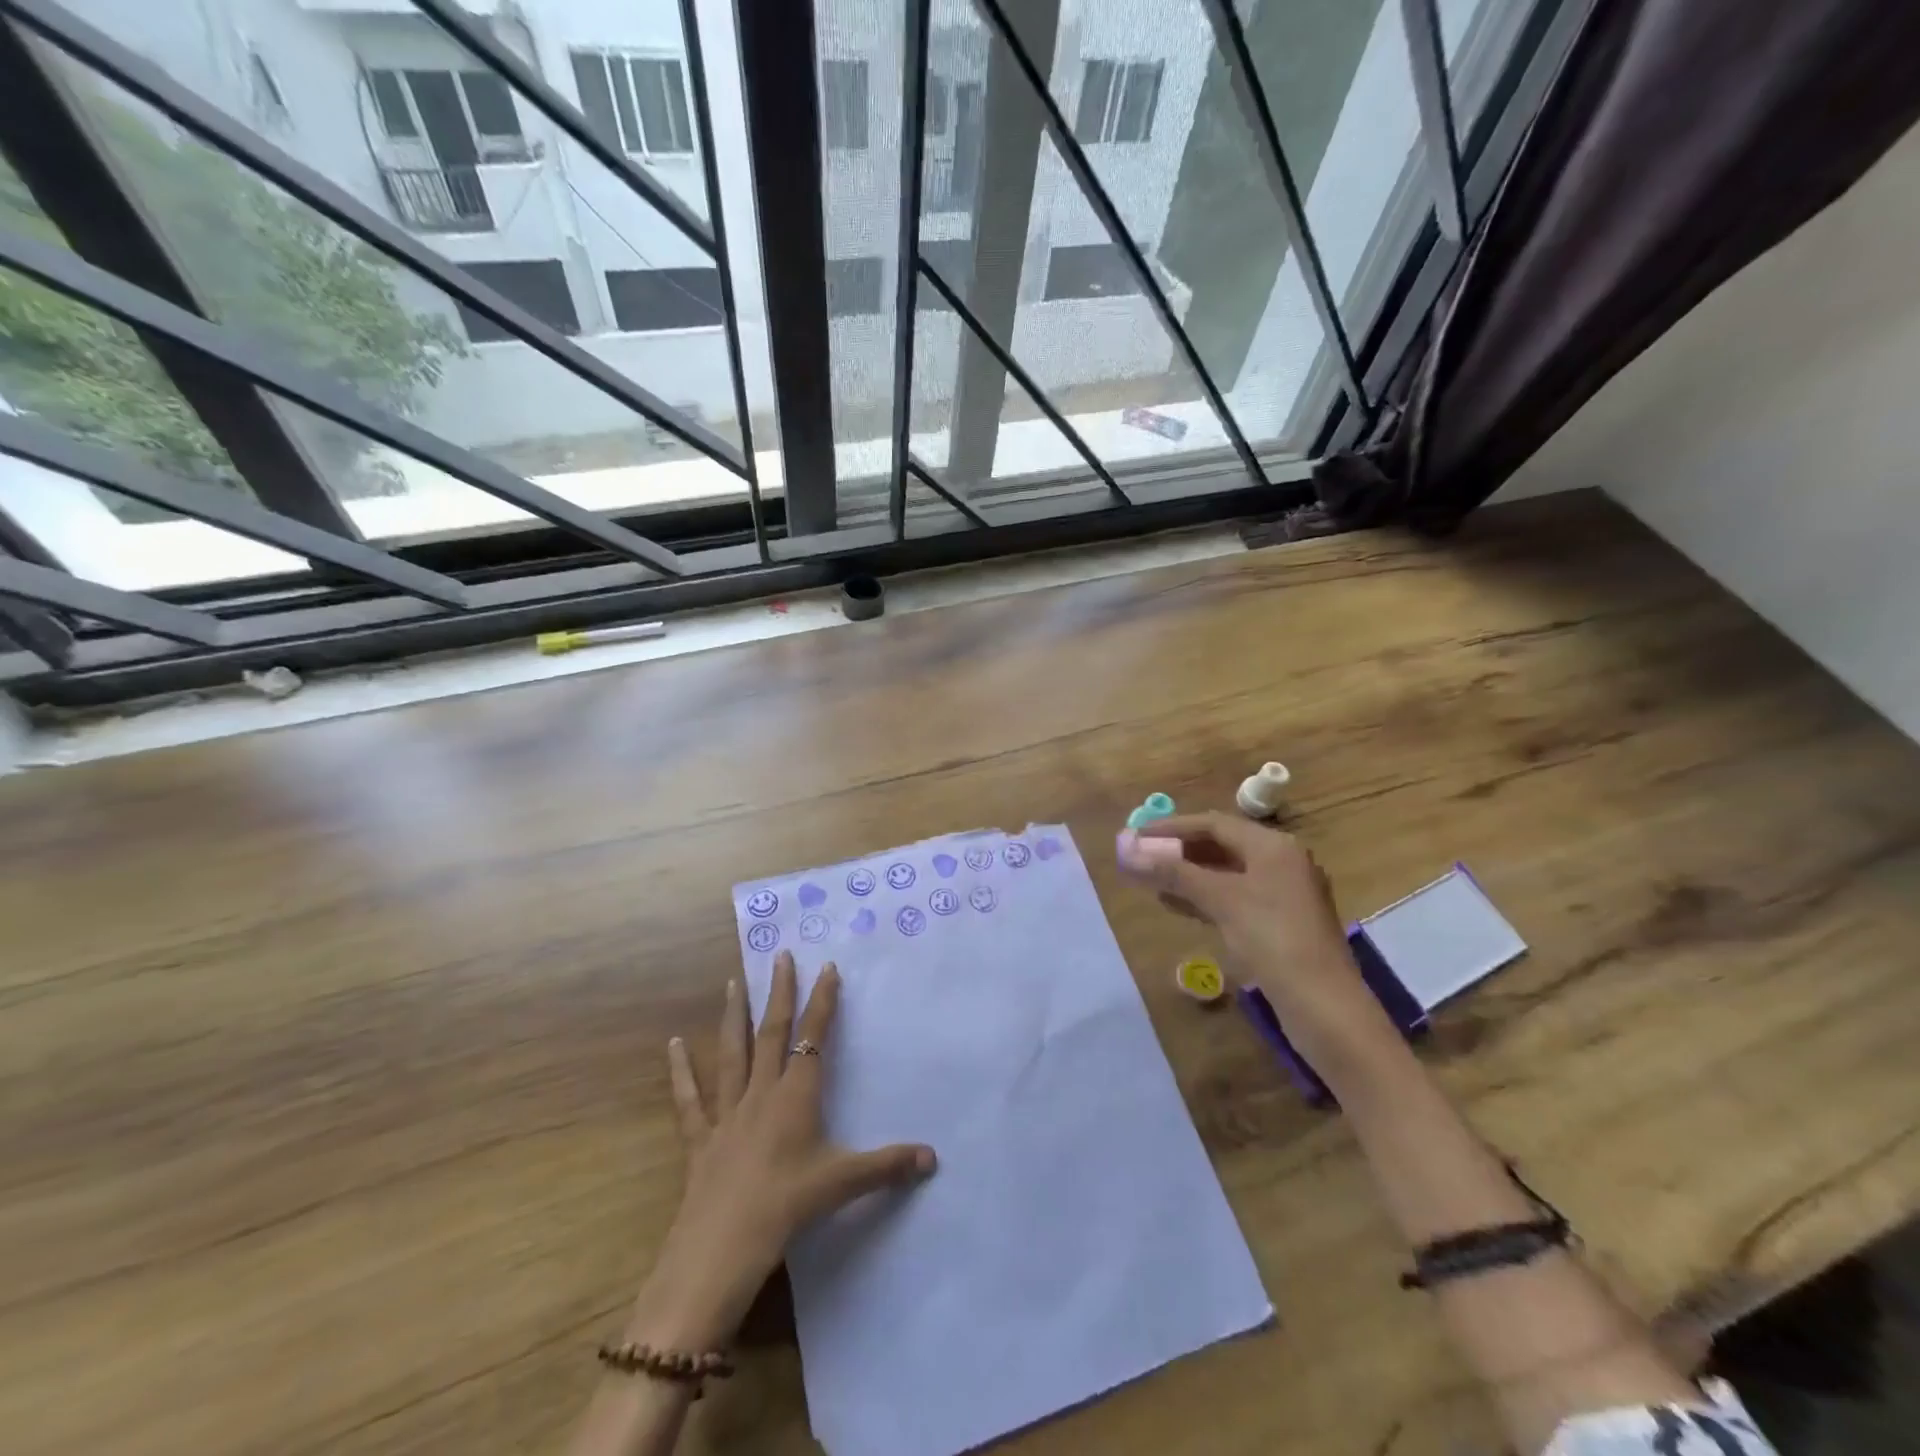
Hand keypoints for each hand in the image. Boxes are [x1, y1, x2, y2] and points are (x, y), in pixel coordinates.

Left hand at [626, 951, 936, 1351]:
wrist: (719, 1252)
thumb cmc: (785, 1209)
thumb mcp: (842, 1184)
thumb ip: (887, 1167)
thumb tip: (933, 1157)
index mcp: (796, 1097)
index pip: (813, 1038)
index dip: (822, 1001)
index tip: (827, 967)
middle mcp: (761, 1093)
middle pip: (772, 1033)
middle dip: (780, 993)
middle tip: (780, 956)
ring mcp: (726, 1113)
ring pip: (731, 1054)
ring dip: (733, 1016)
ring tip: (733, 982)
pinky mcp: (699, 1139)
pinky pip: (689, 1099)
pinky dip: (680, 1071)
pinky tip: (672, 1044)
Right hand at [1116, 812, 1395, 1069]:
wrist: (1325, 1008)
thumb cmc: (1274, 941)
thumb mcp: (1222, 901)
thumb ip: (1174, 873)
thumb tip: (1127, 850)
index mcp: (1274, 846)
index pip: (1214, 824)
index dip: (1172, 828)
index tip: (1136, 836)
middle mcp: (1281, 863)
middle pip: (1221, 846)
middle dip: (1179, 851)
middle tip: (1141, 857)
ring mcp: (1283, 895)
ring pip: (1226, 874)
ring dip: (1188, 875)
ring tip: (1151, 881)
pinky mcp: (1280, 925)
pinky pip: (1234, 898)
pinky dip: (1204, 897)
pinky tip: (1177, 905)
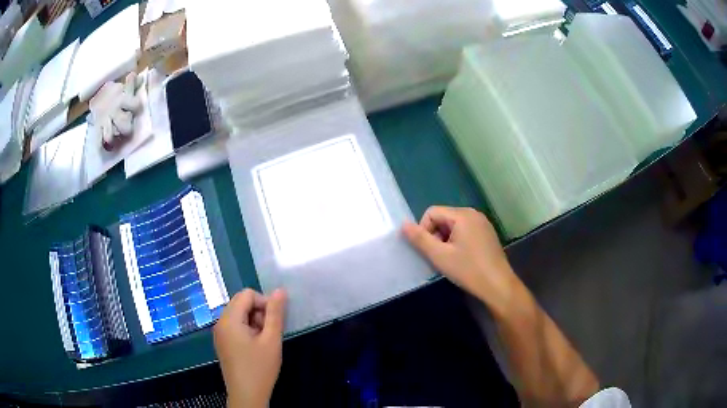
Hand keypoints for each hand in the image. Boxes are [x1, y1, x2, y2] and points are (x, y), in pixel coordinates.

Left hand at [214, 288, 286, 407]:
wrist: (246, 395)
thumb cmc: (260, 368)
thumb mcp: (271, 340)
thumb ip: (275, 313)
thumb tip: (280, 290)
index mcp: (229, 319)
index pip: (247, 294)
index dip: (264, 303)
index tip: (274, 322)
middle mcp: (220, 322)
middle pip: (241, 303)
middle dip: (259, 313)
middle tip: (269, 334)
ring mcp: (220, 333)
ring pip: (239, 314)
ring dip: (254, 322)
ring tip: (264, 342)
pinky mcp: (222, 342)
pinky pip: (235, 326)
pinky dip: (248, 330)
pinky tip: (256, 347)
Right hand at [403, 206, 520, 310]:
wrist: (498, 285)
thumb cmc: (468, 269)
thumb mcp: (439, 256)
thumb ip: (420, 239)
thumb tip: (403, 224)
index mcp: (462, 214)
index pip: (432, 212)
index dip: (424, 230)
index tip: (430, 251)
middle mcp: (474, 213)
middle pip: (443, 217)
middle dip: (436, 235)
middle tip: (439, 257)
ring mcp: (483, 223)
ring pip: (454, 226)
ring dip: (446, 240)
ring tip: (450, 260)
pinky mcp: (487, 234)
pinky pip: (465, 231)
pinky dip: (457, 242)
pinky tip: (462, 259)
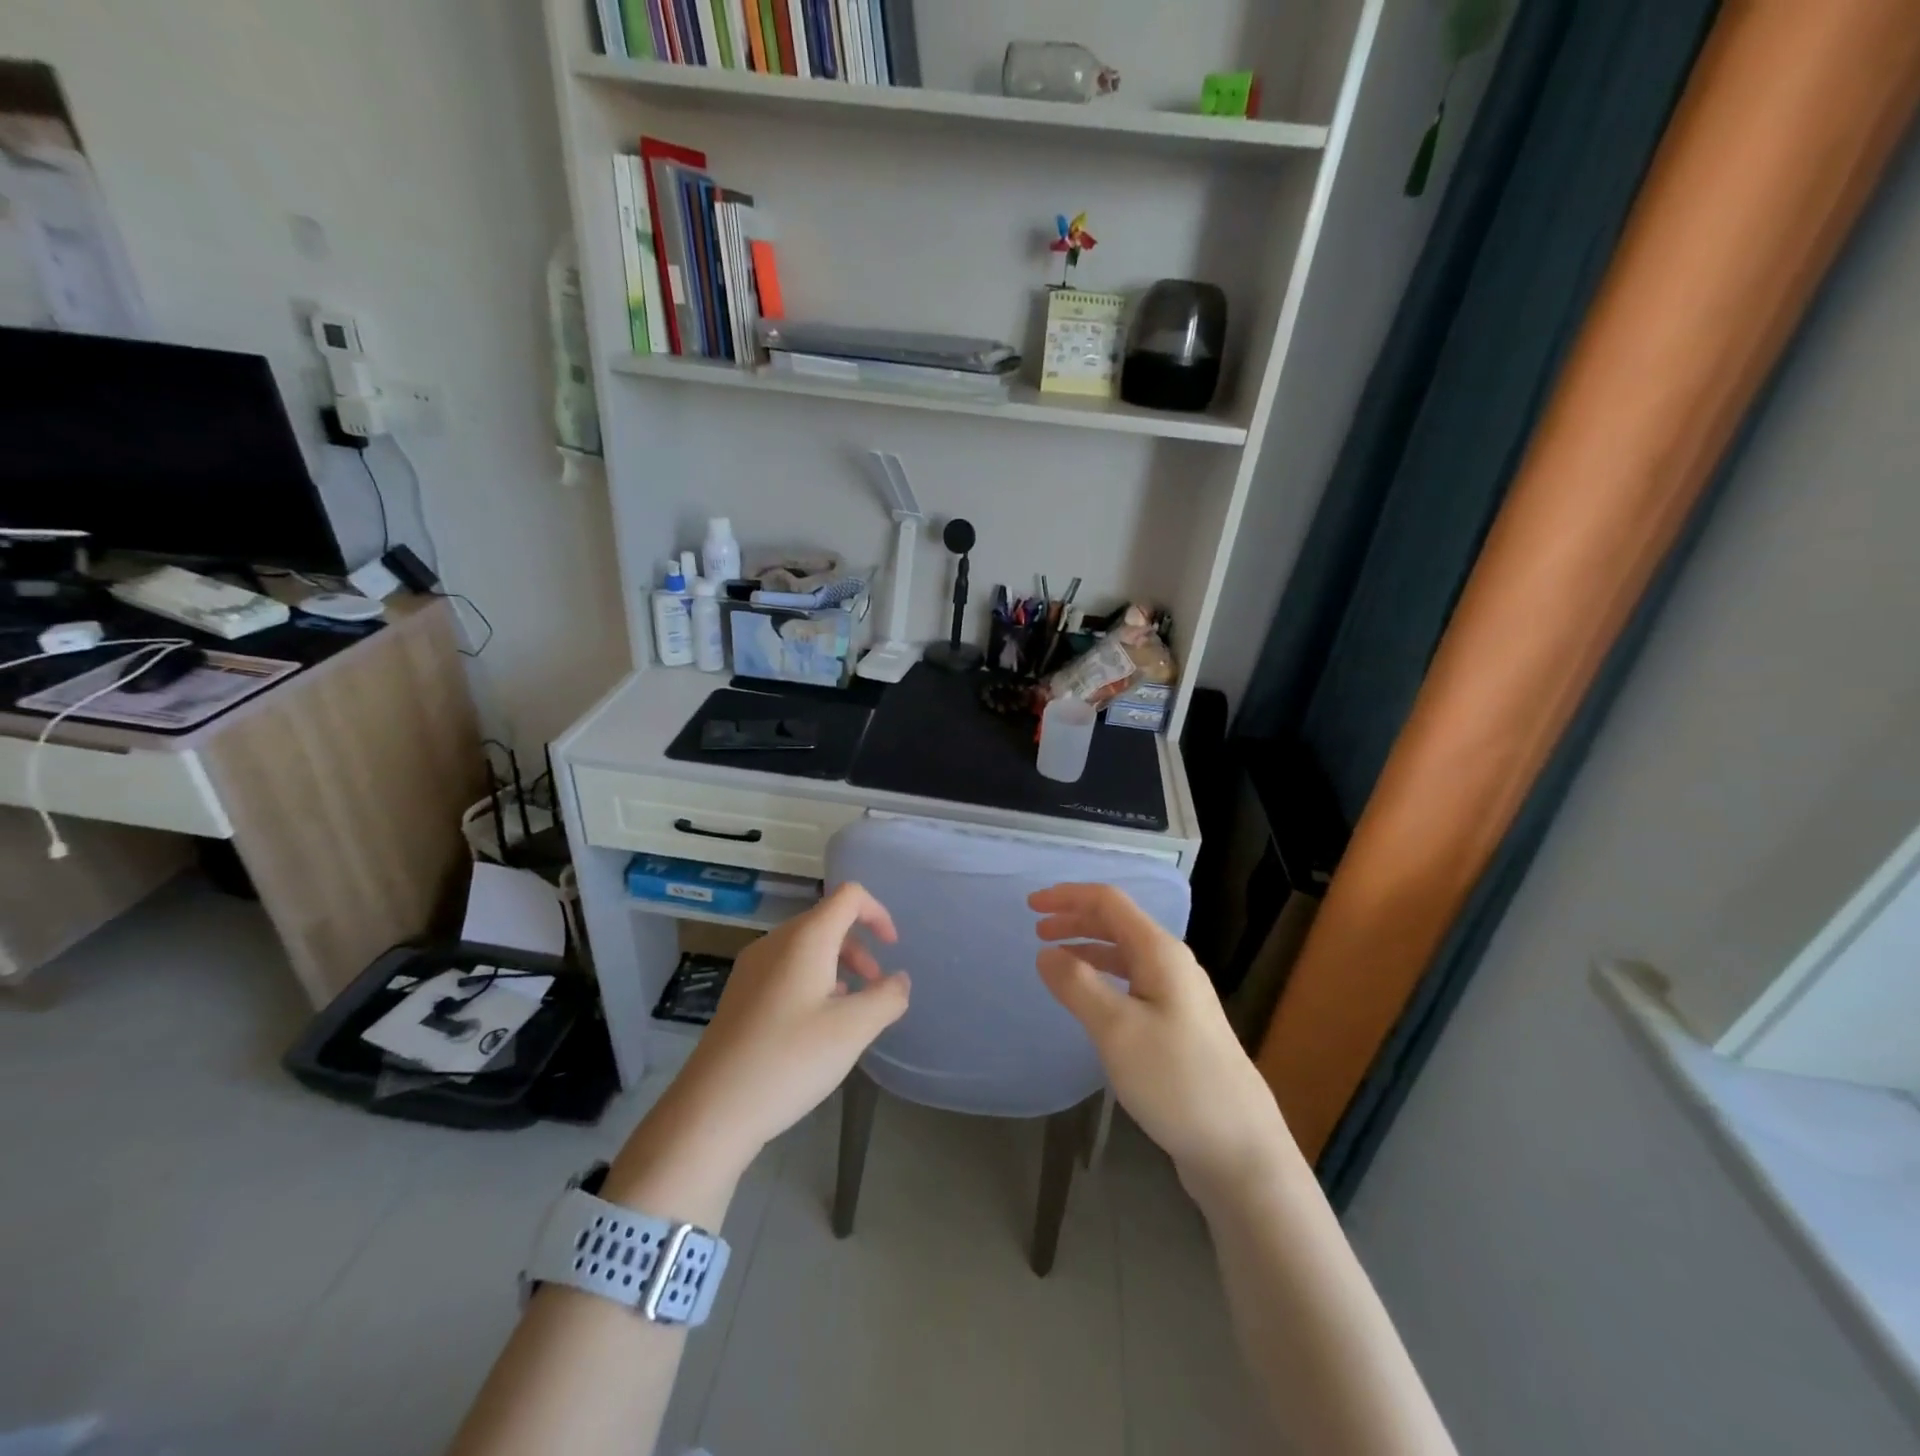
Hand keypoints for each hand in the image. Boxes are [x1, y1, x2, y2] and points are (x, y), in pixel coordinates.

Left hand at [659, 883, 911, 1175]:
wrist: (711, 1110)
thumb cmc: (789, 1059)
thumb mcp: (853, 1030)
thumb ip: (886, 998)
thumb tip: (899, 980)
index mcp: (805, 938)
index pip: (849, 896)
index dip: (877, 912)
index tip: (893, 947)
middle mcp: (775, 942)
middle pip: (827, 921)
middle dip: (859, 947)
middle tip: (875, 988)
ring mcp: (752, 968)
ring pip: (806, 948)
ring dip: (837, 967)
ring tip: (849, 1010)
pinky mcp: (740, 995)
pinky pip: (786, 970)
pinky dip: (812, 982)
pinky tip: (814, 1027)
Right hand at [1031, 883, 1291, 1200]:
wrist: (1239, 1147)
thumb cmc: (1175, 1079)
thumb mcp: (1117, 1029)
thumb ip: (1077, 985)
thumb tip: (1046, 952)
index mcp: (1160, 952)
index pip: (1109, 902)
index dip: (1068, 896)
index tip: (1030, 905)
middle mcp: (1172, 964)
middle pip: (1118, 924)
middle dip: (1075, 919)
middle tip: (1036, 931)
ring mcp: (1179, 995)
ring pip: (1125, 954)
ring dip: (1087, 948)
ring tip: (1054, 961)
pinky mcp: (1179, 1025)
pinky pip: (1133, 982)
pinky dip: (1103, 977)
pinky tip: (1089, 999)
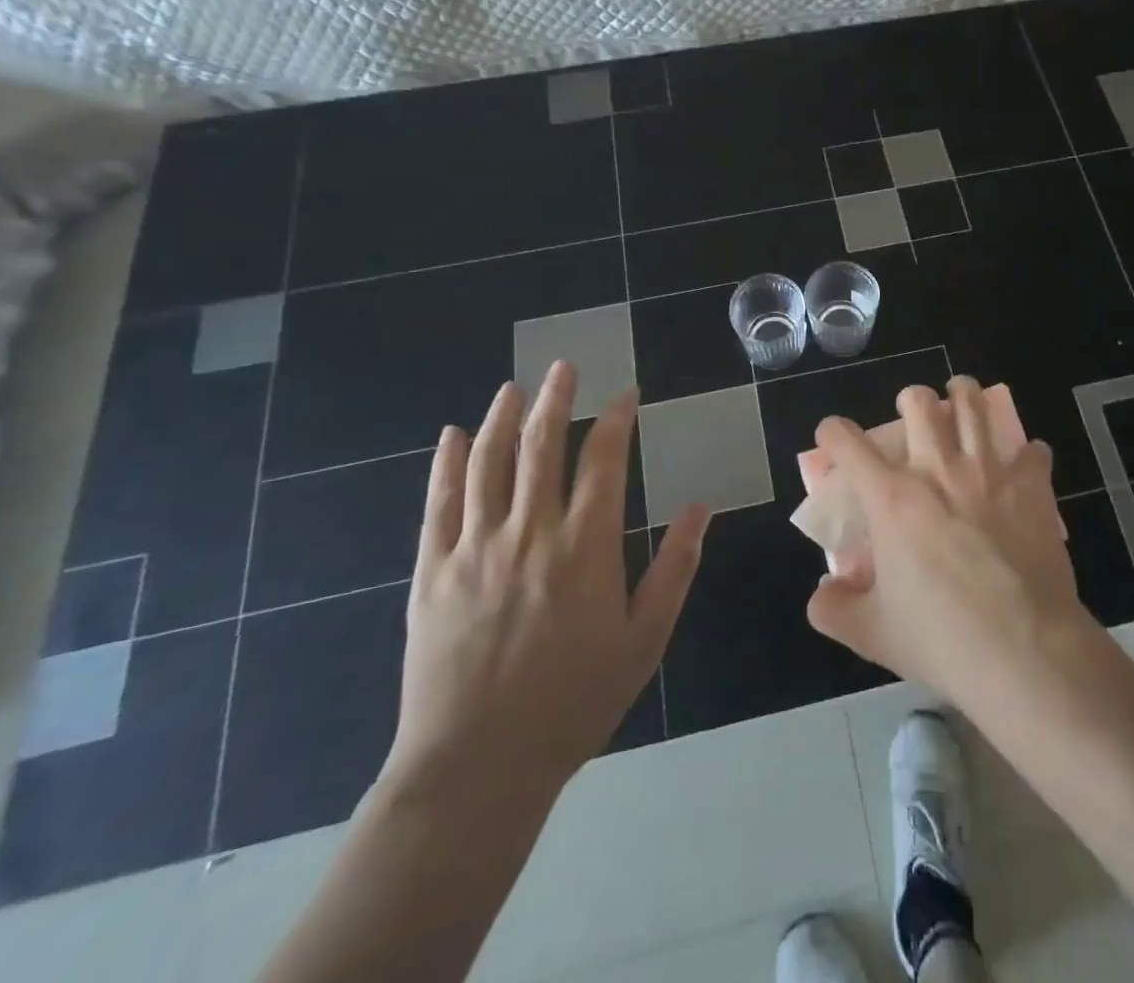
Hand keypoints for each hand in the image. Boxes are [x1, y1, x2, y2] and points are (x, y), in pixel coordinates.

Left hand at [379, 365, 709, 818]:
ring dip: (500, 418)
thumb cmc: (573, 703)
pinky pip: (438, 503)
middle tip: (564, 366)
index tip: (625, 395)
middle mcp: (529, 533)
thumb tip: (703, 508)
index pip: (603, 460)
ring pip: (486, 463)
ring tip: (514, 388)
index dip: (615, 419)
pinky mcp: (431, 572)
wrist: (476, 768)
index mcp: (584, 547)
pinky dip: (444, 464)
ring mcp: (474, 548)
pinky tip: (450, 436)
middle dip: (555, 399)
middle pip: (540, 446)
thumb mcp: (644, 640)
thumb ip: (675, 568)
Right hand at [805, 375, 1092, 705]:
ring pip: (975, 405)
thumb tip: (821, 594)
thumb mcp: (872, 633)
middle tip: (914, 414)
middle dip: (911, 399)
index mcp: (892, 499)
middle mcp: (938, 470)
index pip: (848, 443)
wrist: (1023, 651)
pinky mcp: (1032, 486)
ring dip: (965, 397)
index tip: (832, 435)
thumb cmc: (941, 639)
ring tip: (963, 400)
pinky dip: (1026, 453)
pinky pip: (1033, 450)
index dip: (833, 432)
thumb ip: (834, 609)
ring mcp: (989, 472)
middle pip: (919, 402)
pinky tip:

--- Prompt ---
Starting at the line that has "ring pip: (239, 314)" and ending at the line that has "middle dip: (436, 235)", please write out the lines above exactly, leaving out all others.

--- Task solution ---
ring pip: (239, 314)
ring dip: (254, 322)
ring tip: (264, 342)
pinky mcp: (222, 342)
pinky pip: (235, 326)
pinky dip: (248, 330)
pinky tip: (256, 347)
Right hand at [403, 206, 520, 310]:
wrist: (498, 285)
thumb cmc: (468, 269)
thumb mcp: (439, 256)
thumb ip: (420, 239)
thumb tip: (403, 224)
index mcp: (462, 214)
index pip: (432, 212)
index dip: (424, 230)
index tip: (430, 251)
middle mcp: (474, 213)
middle pip: (443, 217)
middle dip: (436, 235)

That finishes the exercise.